Extracellular vesicles (EVs) released during cell stress, or demise, can contain a barcode of the cell origin, including specific
microRNAs (
miRNAs). Here, we tested the hypothesis that during early
alcoholic steatohepatitis (ASH) development, hepatocytes (HCs) release EVs with an
miRNA signature that can be measured in circulation. A time-course experiment showed that after 2 weeks of intragastric infusion, a time point that results in isolated steatosis, there was no increase of blood EVs. After 4 weeks of infusion, mice developed features of early ASH accompanied by a marked increase in the level of EVs in blood (P < 0.05), as well as in
culture media of isolated HCs (P < 0.001) and hepatic macrophages (P < 0.001), with HCs being the predominant source of EVs.

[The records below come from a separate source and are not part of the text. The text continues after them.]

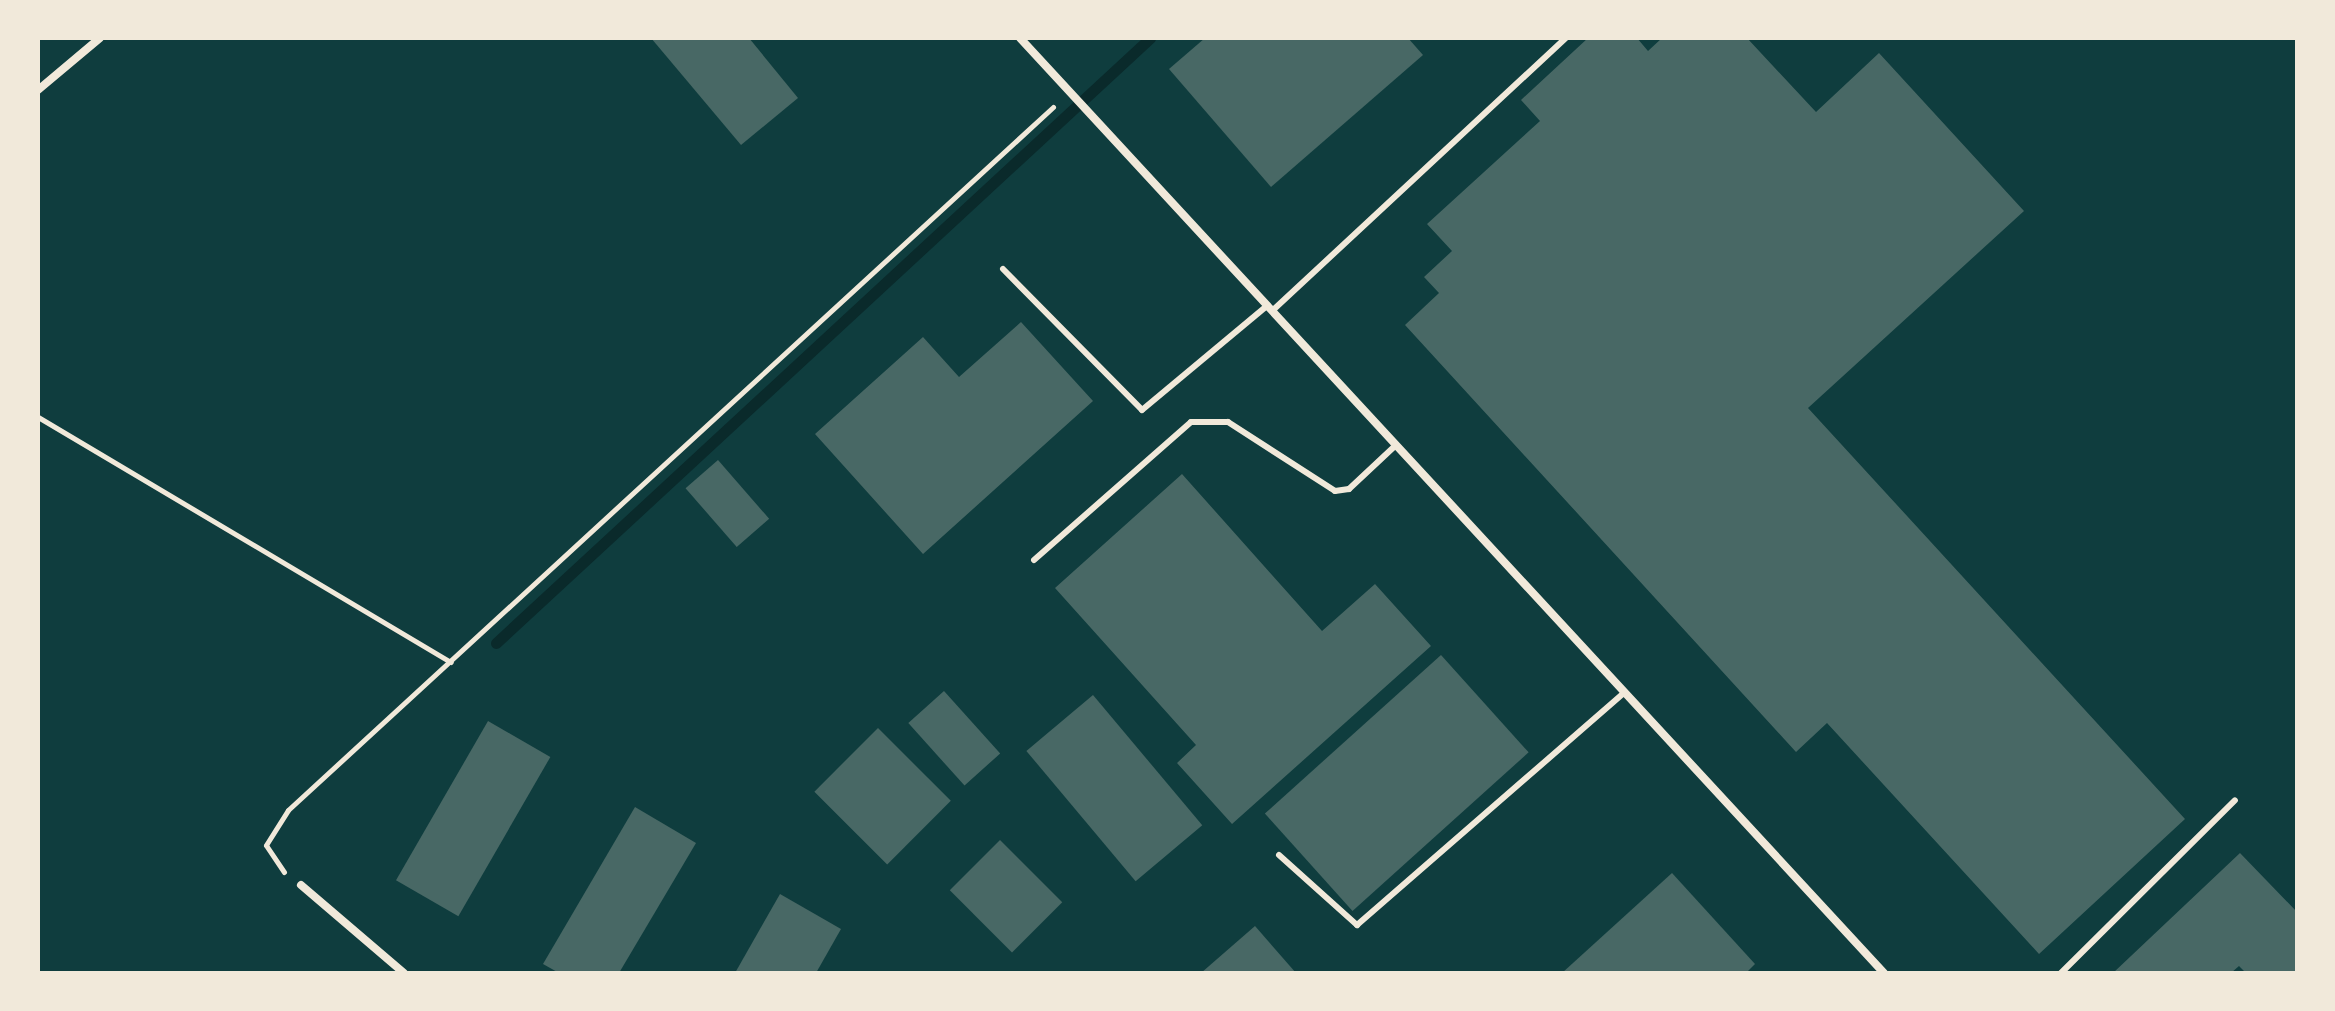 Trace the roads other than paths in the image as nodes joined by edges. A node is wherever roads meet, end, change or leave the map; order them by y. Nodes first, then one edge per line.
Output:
1 (100, 38) edge
2 (1020, 38) edge
3 (1566, 38) edge
4 (38, 90) edge
5 (1003, 269) dead end
6 (1270, 308) junction
7 (1396, 445) junction
8 (1034, 560) dead end
9 (1625, 692) junction
10 (2235, 800) dead end
11 (1279, 855) dead end
12 (301, 885) road end
13 (404, 973) edge
14 (1884, 973) edge
15 (2061, 973) edge

1 - 4 street
2 - 6 street
3 - 6 lane
5 - 6 lane
6 - 7 street
7 - 8 lane
7 - 9 street
9 - 11 lane
9 - 14 street
10 - 15 lane
12 - 13 street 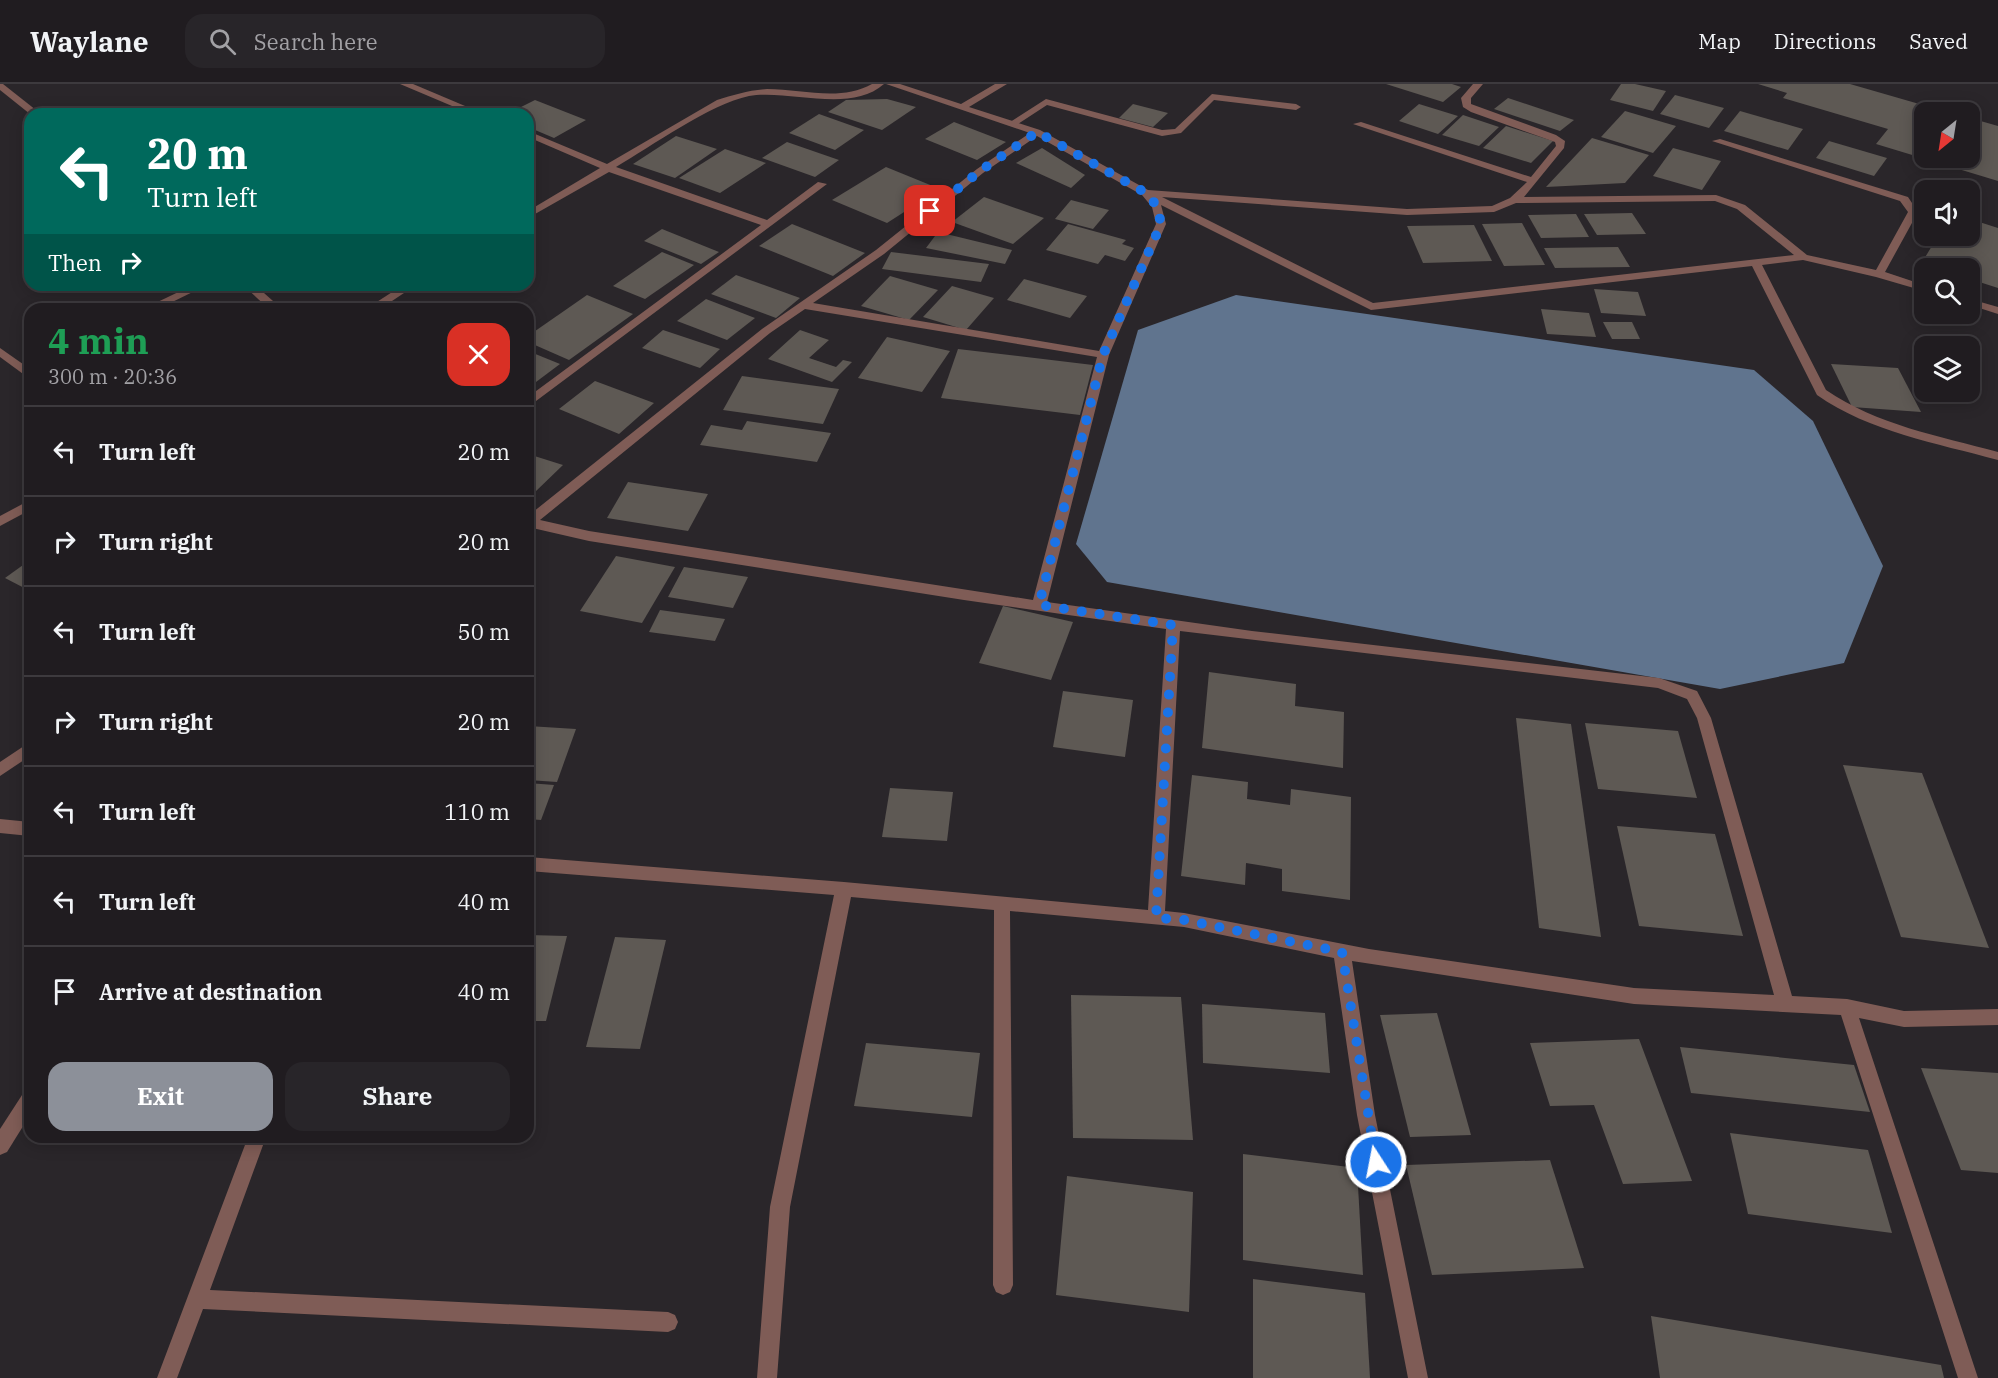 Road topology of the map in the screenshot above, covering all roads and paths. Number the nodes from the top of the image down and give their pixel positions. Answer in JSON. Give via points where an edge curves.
{"nodes":[{"id":1,"x":405,"y":84,"type":"edge"},
{"id":2,"x":879,"y":84,"type":"edge"},
{"id":3,"x":891,"y":84,"type":"edge"},
{"id":4,"x":1002,"y":84,"type":"edge"},
{"id":5,"x":1478,"y":84,"type":"edge"},
{"id":6,"x":0,"y":86,"type":"edge"},
{"id":7,"x":962,"y":107,"type":"junction"},
{"id":8,"x":1296,"y":107,"type":"dead end"},
{"id":9,"x":28,"y":108,"type":"edge"},
{"id":10,"x":464,"y":108,"type":"edge"},
{"id":11,"x":1012,"y":124,"type":"junction"},
{"id":12,"x":1358,"y":124,"type":"dead end"},
{"id":13,"x":1037,"y":132,"type":"junction"},
{"id":14,"x":534,"y":137,"type":"edge"},
{"id":15,"x":1717,"y":141,"type":"dead end"},
{"id":16,"x":608,"y":168,"type":"junction"},
{"id":17,"x":1533,"y":181,"type":"junction"},
{"id":18,"x":822,"y":184,"type":"dead end"},
{"id":19,"x":1146,"y":193,"type":"junction"},
{"id":20,"x":1514,"y":200,"type":"junction"},
{"id":21,"x":534,"y":211,"type":"edge"},
{"id":22,"x":769,"y":224,"type":"junction"},
{"id":23,"x":1803,"y":257,"type":"junction"},
{"id":24,"x":1755,"y":262,"type":"junction"},
{"id":25,"x":1879,"y":274,"type":"junction"},
{"id":26,"x":1914,"y":285,"type":"edge"},
{"id":27,"x":188,"y":291,"type":"edge"},
{"id":28,"x":256,"y":291,"type":"edge"},
{"id":29,"x":401,"y":291,"type":"edge"},
{"id":30,"x":162,"y":303,"type":"edge"},
{"id":31,"x":269,"y":303,"type":"edge"},
{"id":32,"x":382,"y":303,"type":"edge"},
{"id":33,"x":803,"y":305,"type":"junction"},
{"id":34,"x":1980,"y":305,"type":"edge"},
{"id":35,"x":1998,"y":311,"type":"edge"},
{"id":36,"x":0,"y":351,"type":"edge"},
{"id":37,"x":1103,"y":355,"type":"junction"},
{"id":38,"x":24,"y":363,"type":"edge"},
{"id":39,"x":534,"y":400,"type":"edge"},
{"id":40,"x":1998,"y":456,"type":"edge"},
{"id":41,"x":24,"y":507,"type":"edge"},
{"id":42,"x":534,"y":519,"type":"edge"},
{"id":43,"x":0,"y":521,"type":"edge"},
{"id":44,"x":534,"y":524,"type":"edge"},
{"id":45,"x":1039,"y":605,"type":"junction"},
{"id":46,"x":1173,"y":625,"type":"junction"},
{"id":47,"x":24,"y":752,"type":"edge"},
{"id":48,"x":0,"y":770,"type":"edge"},
{"id":49,"x":0,"y":826,"type":"edge"},
{"id":50,"x":24,"y":828,"type":"edge"},
{"id":51,"x":534,"y":864,"type":"edge"},
{"id":52,"x":844,"y":889,"type":"junction"},
{"id":53,"x":1002,"y":903,"type":"junction"},
{"id":54,"x":1156,"y":918,"type":"junction"},
{"id":55,"x":1342,"y":952,"type":"junction"},
{"id":56,"x":1785,"y":1004,"type":"junction"},
{"id":57,"x":1847,"y":1007,"type":"junction"},
{"id":58,"x":1998,"y":1017,"type":"edge"},
{"id":59,"x":24,"y":1108,"type":"edge"},
{"id":60,"x":255,"y":1143,"type":"edge"},
{"id":61,"x":0,"y":1146,"type":"edge"},
{"id":62,"x":1003,"y":1285,"type":"dead end"},
{"id":63,"x":197,"y":1299,"type":"junction"},
{"id":64,"x":668,"y":1322,"type":"dead end"},
{"id":65,"x":167,"y":1378,"type":"edge"},
{"id":66,"x":766,"y":1378,"type":"edge"},
{"id":67,"x":1418,"y":1378,"type":"edge"},
{"id":68,"x":1968,"y":1378,"type":"edge"}],
"edges":[{"from":1,"to":10,"type":"street"},
{"from":2,"to":16,"type":"street","via":[[864,93],[753,93],[720,102]]},
{"from":3,"to":7,"type":"street"},
{"from":4,"to":7,"type":"street"},
{"from":5,"to":17,"type":"street","via":[[1466,98],[1466,105],[1560,141],[1561,146]]},
{"from":6,"to":9,"type":"street"},
{"from":7,"to":11,"type":"street"},
{"from":8,"to":11,"type":"street","via":[[1212,97],[1178,130],[1162,133],[1046,102]]},
{"from":11,"to":13,"type":"street"},
{"from":12,"to":17,"type":"street"},
{"from":13,"to":19,"type":"street"},
{"from":13,"to":33,"type":"street","via":[[980,171],[880,252]]},
{"from":14,"to":16,"type":"street"},
{"from":15,"to":25,"type":"street","via":[[1904,199],[1913,212]]},
{"from":16,"to":21,"type":"street"},
{"from":16,"to":22,"type":"street"},
{"from":17,"to":20,"type":"street"},
{"from":18,"to":22,"type":"street"},
{"from":19,"to":20,"type":"street","via":[[1407,212],[1494,209]]},
{"from":19,"to":24,"type":"street","via":[[1371,307]]},
{"from":19,"to":37,"type":"street","via":[[1157,206],[1161,224]]},
{"from":20,"to":23,"type":"street","via":[[1716,198],[1741,207]]},
{"from":22,"to":39,"type":"street"},
{"from":23,"to":24,"type":"street"},
{"from":23,"to":25,"type":"street"},
{"from":24,"to":40,"type":"street","via":[[1821,392],[1836,405]]},
{"from":25,"to":26,"type":"street"},
{"from":27,"to":30,"type":"street"},
{"from":28,"to":31,"type":"street"},
{"from":29,"to":32,"type":"street"},
{"from":33,"to":37,"type":"street"},
{"from":33,"to":42,"type":"street"},
{"from":34,"to":35,"type":"street"},
{"from":36,"to":38,"type":"street"},
{"from":37,"to":45,"type":"street"},
{"from":41,"to":43,"type":"street"},
{"from":44,"to":45,"type":"street","via":[[589,536]]},
{"from":45,"to":46,"type":"street"},
{"from":46,"to":54,"type":"street"},
{"from":46,"to":56,"type":"street","via":[[1659,684],[1692,695],[1704,718]]},
{"from":47,"to":48,"type":"street"},
{"from":49,"to":50,"type":"street"},
{"from":51,"to":52,"type":"street"},
{"from":52,"to":53,"type":"street"},
{"from":52,"to":66,"type":"street","via":[[780,1207]]},
{"from":53,"to":54,"type":"street"},
{"from":53,"to":62,"type":"street"},
{"from":54,"to":55,"type":"street","via":[[1184,920]]},
{"from":55,"to":56,"type":"street","via":[[1634,996]]},
{"from":55,"to":67,"type":"street","via":[[1366,1115]]},
{"from":56,"to":57,"type":"street"},
{"from":57,"to":58,"type":"street","via":[[1904,1018]]},
{"from":57,"to":68,"type":"street"},
{"from":59,"to":61,"type":"street"},
{"from":60,"to":63,"type":"street"},
{"from":63,"to":64,"type":"street"},
{"from":63,"to":65,"type":"street"}]}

The transcriptome analysis of HC-EVs from ASH mice detected differentially expressed
miRNAs, including nine significantly up-regulated and four significantly down-regulated
miRNAs. Target prediction and pathway analyses of the up-regulated
miRNAs identified 121 potential target genes involved in inflammatory and
cancer pathways, such as
nuclear factor kappa B,
EGF, Wnt, and
B-cell lymphoma 2. Three
miRNAs, let7f, miR-29a, and miR-340, were increased in blood EVs from ASH mice (P < 0.05), but not in blood EVs from three other models of chronic liver injury, including bile duct
ligation,
nonalcoholic steatohepatitis, and obese mice, as well as EVs released from hepatocytes exposed to
ethanol. Blood EV level (P < 0.01) and three
miRNAs (P < 0.05) were significantly increased in patients with ambulatory mild ALD as compared to nonalcoholics.
CONCLUSION: Damaged hepatocytes from ASH mice are a key EV source with a specific
miRNA cargo, which are specific for ASH-related liver injury. These findings uncover EVs as a potentially novel diagnostic for ASH. (Hepatology 2017;65:475-490).